La palabra es hija siempre de padres espurios o desconocidos. Es una de
las intuiciones de Walcott: ser hijo de Milton y de Shakespeare, de James y de
Auden, es convertirse en el hijo putativo de los amos de sus
antepasados esclavos, es como escribir con un látigo prestado en la mano.
Pesan las palabras como piedras, porque en su vientre transportan a la
historia.
Más ligera es la lengua del cuerpo, la gramática de la naturaleza. Ella
dicta y nosotros copiamos. Las correcciones son insuficientes y acaso inútiles.
Stasiuk, ferviente coleccionador de modernas ruinas, es el escritor de hoy más
fiel a esa gramática.
Cree entendernos mejor la razón, pero la cicatriz habla más claro. El
tacto inventa una sintaxis que la literatura solo puede intuir. El sol cabe en
una página, pero el otro sol hace del mundo su página.

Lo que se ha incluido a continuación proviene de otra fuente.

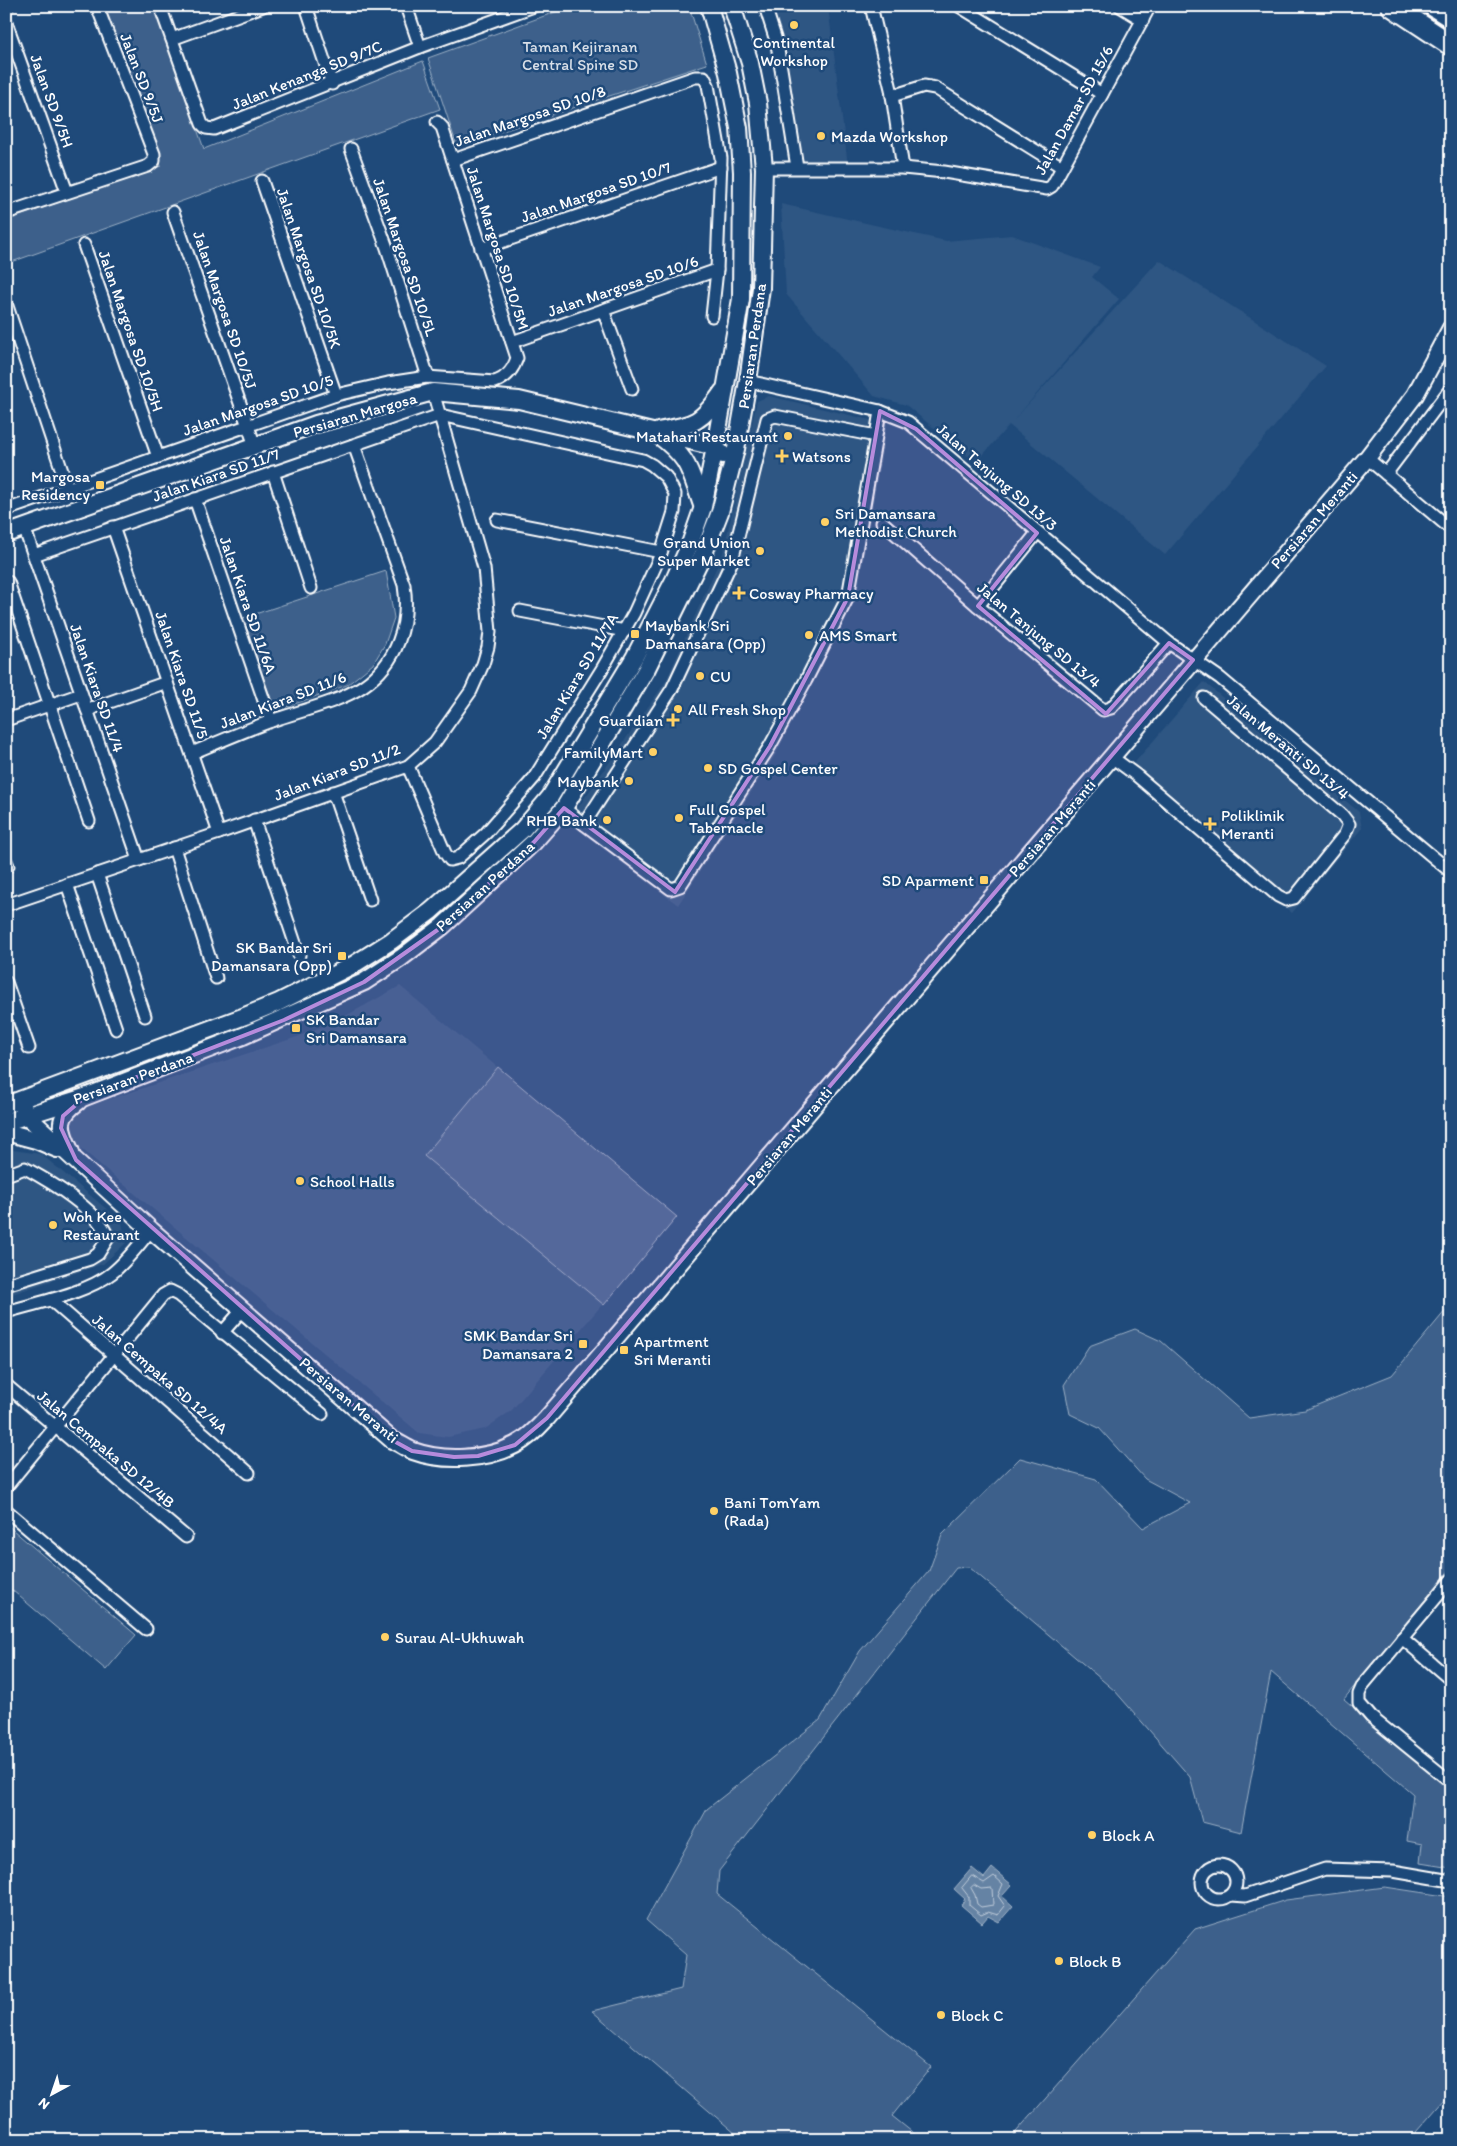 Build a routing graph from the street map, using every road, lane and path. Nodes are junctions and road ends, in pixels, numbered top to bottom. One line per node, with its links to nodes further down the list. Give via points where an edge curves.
1 (97, 6): 35 (street, Jalan SD 9/5J, via 154,161 148,166)
2 (160, 6): 20 (street)
3 (263, 6): 20 (street)
4 (306, 6): 23 (street)
5 (406, 6): 22 (street)
6 (534, 6): 16 (street, Jalan Kenanga SD 9/7C)
7 (709, 6): 48 (main road, Persiaran Perdana, via 739,128 742,172 741,299)
8 (732, 6): 31 (main road, Persiaran Perdana, via 750,63 758,103)
9 (765, 6): 30 (street, via 777,44)
10 (871, 6): 25 (street)
11 (959, 6): 24 (street)
12 (1120, 6): 18 (street)
13 (1150, 6): 18 (street, Jalan Damar SD 15/6)
14 (1392, 6): 21 (highway)
15 (1434, 6): 17 (highway)
16 (506, 11): 22 (street, Jalan Kenanga SD 9/7C)
17 (1451, 17)
18 (1143, 20): 24 (street, Jalan Damar SD 15/6)
19 (6, 22): 35 (street, Jalan SD 9/5H)
20 (172, 39): 23 (street, Jalan Kenanga SD 9/7C, via 206,128 214,129)
21 (1451, 45)
22 (420, 47): 23 (street, Jalan Kenanga SD 9/7C)
23 (332, 84)
24 (1102, 94): 33 (street, Jalan Damar SD 15/6)
25 (892, 96): 32 (street); 33 (street, via 924,86 935,88)
26 (437, 122): 28 (street, Jalan Margosa SD 10/5M, via 442,127)
27 (351, 149): 47 (street, Jalan Margosa SD 10/5L)
28 (453, 160): 29 (street, Jalan Margosa SD 10/8, via 695,77 704,77 708,84); 39 (street, Jalan Margosa SD 10/5M)
29 (721, 167): 39 (street, Jalan Margosa SD 10/7); 40 (street)
30 (797, 167): 31 (street, Jalan Damar SD 15/6); 32 (street, Jalan Damar SD 15/6)
31 (764, 168): 49 (main road, Persiaran Perdana, via 762,276)
32 (902, 168): 33 (street, Jalan Damar SD 15/6, via 1047,189)
33 (1062, 168)
34 (262, 181): 51 (street, Jalan Margosa SD 10/5K)
35 (67, 192): 37 (street)
36 (173, 212): 55 (street, Jalan Margosa SD 10/5J)
37 (6, 213)
38 (84, 245): 61 (street, Jalan Margosa SD 10/5H)
39 (481, 249): 45 (street, Jalan Margosa SD 10/5M)
40 (717, 270): 42 (street, Jalan Margosa SD 10/6); 43 (street)
41 (6, 303): 65 (street)
42 (603, 310): 45 (street, Jalan Margosa SD 10/6); 50 (street)
43 (712, 316)
44 (1451, 328): 62 (main road, Persiaran Meranti, via 1415,395)
45 (512, 342): 46 (street, Jalan Margosa SD 10/5M)
46 (517, 358): 47 (street, Jalan Margosa SD 10/5, via 503,380)
47 (431, 385): 51 (street, Jalan Margosa SD 10/5, via 388,383); 54 (street, Jalan Kiara SD 11/2); 56 (main road, Persiaran Margosa, via 520,400); 59 (main road, Persiaran Margosa)
48 (727, 385): 56 (main road, via 702,418 690,425); 60 (main road, Persiaran Perdana)
49 (747, 387): 53 (street, Jalan Tanjung SD 13/3); 60 (main road, via 727,438); 69 (main road, Persiaran Perdana, via 736,450)
50 (632, 389)
51 (336, 395): 55 (street, Jalan Margosa SD 10/5)
52 (1449, 397): 64 (street)
53 (880, 411): 57 (street); 75 (street, Jalan Tanjung SD 13/3, via 898,417 916,429)
54 (440, 415): 58 (street, Jalan Kiara SD 11/7); 77 (street, Jalan Kiara SD 11/7A, via 642,460 652,465 666,477 676,494 674,512); 95 (street, Jalan Kiara SD 11/2, via 484,568 490,632 483,664 470,691 435,742)
55 (248, 426): 59 (street, Jalan Margosa SD 10/5J); 61 (street, Jalan Margosa SD 10/5)
56 (652, 432): 60 (main road, Persiaran Margosa); 67 (main road, via 686,460)
57 (876, 436): 100 (street, via 775,416 767,419 728,569 672,689); 100 (street, via 848,597 770,746 680,886 675,889 669,887)
58 (354, 444): 63 (street, Jalan Kiara SD 11/7); 92 (street, Jalan Kiara SD 11/6, via 404,585 406,618 392,655 364,686)
59 (255, 446): 73 (main road, Persiaran Margosa)
60 (716, 447): 67 (main road, Persiaran Perdana); 69 (main road, via 722,453 724,463)
61 (158, 457): 65 (street, Jalan Margosa SD 10/5)
62 (1367, 458): 64 (street); 85 (main road, Persiaran Meranti)
63 (274, 472): 66 (street, Jalan Kiara SD 11/7); 80 (street)
64 (1386, 474): 74 (street)
65 (68, 489): 68 (street, Jalan Margosa SD 10/5)
66 (195, 499): 72 (street, Jalan Kiara SD 11/7); 92 (street, Jalan Kiara SD 11/6A)
67 (703, 507): 116 (main road, Persiaran Perdana, via 674,580 634,658 550,797 522,830 431,911 353,965 279,1002)
68 (6, 510)
69 (720, 512): 97 (main road, Persiaran Perdana, via 706,548 646,670)
70 (497, 520): 77 (street)
71 (882, 522): 81 (street, Jalan Tanjung SD 13/4)
72 (113, 527): 78 (street, Jalan Kiara SD 11/7); 86 (street, Jalan Kiara SD 11/5)
73 (24, 528): 76 (main road, Persiaran Margosa); 78 (street, Jalan Kiara SD 11/4)
74 (1451, 529)
75 (1037, 533): 81 (street); 84 (street, Jalan Tanjung SD 13/3)
76 (6, 534)
77 (661, 552): 83 (street, Jalan Kiara SD 11/7A)
78 (34, 555): 87 (street, Jalan Kiara SD 11/4)
79 (8, 582): 89 (street)
80 (311, 588)
81 (978, 606): 84 (street, Jalan Tanjung SD 13/4, via 1103,710 1111,708)
82 (520, 610): 83 (street)
83 (625, 631): 95 (street, Jalan Kiara SD 11/7A, via 534,778 486,833 458,858 450,860 444,853)
84 (1169, 643): 85 (street, Jalan Tanjung SD 13/3)
85 (1194, 660): 94 (main road, Persiaran Meranti); 104 (street, Jalan Tanjung SD 13/3, via 1220,678)
86 (167, 682): 90 (street); 93 (street, Jalan Kiara SD 11/5)
87 (81, 694): 89 (street); 90 (street, Jalan Kiara SD 11/4)
88 (1204, 698): 94 (street, Jalan Meranti SD 13/4, via 1349,824 1346,834 1294,898 1286,900 1278,896)
89 (49, 705): 91 (street); 99 (street)
90 (87, 710): 103 (street, Jalan Kiara SD 11/4)
91 (6, 720)
92 (271, 721): 93 (street, Jalan Kiara SD 11/6)
93 (192, 753): 101 (street, Jalan Kiara SD 11/5)
94 (1113, 758): 124 (main road, Persiaran Meranti, via 682,1263 547,1418 515,1445 491,1453 462,1457 434,1456 392,1440)
95 (408, 766): 96 (street, Jalan Kiara SD 11/2)
96 (333, 792): 98 (street, Jalan Kiara SD 11/2); 107 (street)
97 (564, 808): 100 (street); 115 (main road, Persiaran Perdana, via 534,842 443,926 364,982 284,1020)
98 (254, 820): 101 (street, Jalan Kiara SD 11/2); 109 (street)
99 (89, 821)
100 (584, 824)
101 (219, 833): 102 (street, Jalan Kiara SD 11/2)
102 (174, 848): 103 (street, Jalan Kiara SD 11/2); 110 (street)
103 (139, 860): 105 (street, Jalan Kiara SD 11/2)
104 (1451, 872)
105 (97, 874): 106 (street, Jalan Kiara SD 11/2); 112 (street)
106 (67, 884): 108 (street, Jalan Kiara SD 11/2); 113 (street)
107 (370, 900)
108 (6, 905)
109 (299, 955)
110 (216, 978)
111 (6, 982): 114 (street)
112 (145, 1016)
113 (116, 1029)
114 (29, 1048)
115 (85, 1097): 116 (main road, Persiaran Perdana); 119 (main road, via 63,1116 61,1128)
116 (18, 1107): 117 (main road, Persiaran Perdana); 119 (main road, Persiaran Meranti)
117 (6, 1122)
118 (6, 1132): 119 (main road, via 36,1140)
119 (76, 1160): 121 (main road, Persiaran Meranti)
120 (6, 1175): 122 (street, via 25,1168 57,1186 75,1199 106,1231 108,1238 98,1254 90,1259)
121 (151, 1230): 123 (street, via 110,1274 96,1283); 124 (main road, Persiaran Meranti)
122 (6, 1285)
123 (51, 1300): 125 (street); 127 (street, Jalan Cempaka SD 12/4A)
124 (243, 1309): 126 (street)
125 (6, 1312)
126 (222, 1333): 127 (street, via 178,1294 170,1291 163,1295); 129 (street)
127 (112, 1355): 130 (street); 131 (street, Jalan Cempaka SD 12/4A)
128 (6, 1385): 130 (street, Jalan Cempaka SD 12/4B)
129 (322, 1414)
130 (55, 1426): 132 (street); 134 (street, Jalan Cempaka SD 12/4B)
131 (249, 1473)
132 (6, 1487)
133 (6, 1510): 136 (street)
134 (186, 1537)
135 (1451, 1580): 137 (street)
136 (146, 1629)
137 (1402, 1638): 138 (street); 139 (street, via 1364,1685 1359,1703 1371,1717)
138 (1451, 1680)
139 (1451, 1782)
140 (1451, 1881): 141 (street, via 1393,1871 1325,1869 1245,1896)
141 (1234, 1889)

El idioma del cuerpo pertenece y sucede, pero no inventa. Con las
palabras construimos la otra vida, la imposible, como quien fabrica ídolos con
un barro espeso y sucio, lleno de etiquetas, de latas oxidadas que abren su
boca en grito, huesos de animales y una especie de putrefacción que quisiera
ser vida, algo que busca estar en pie, salir del libro, caminar.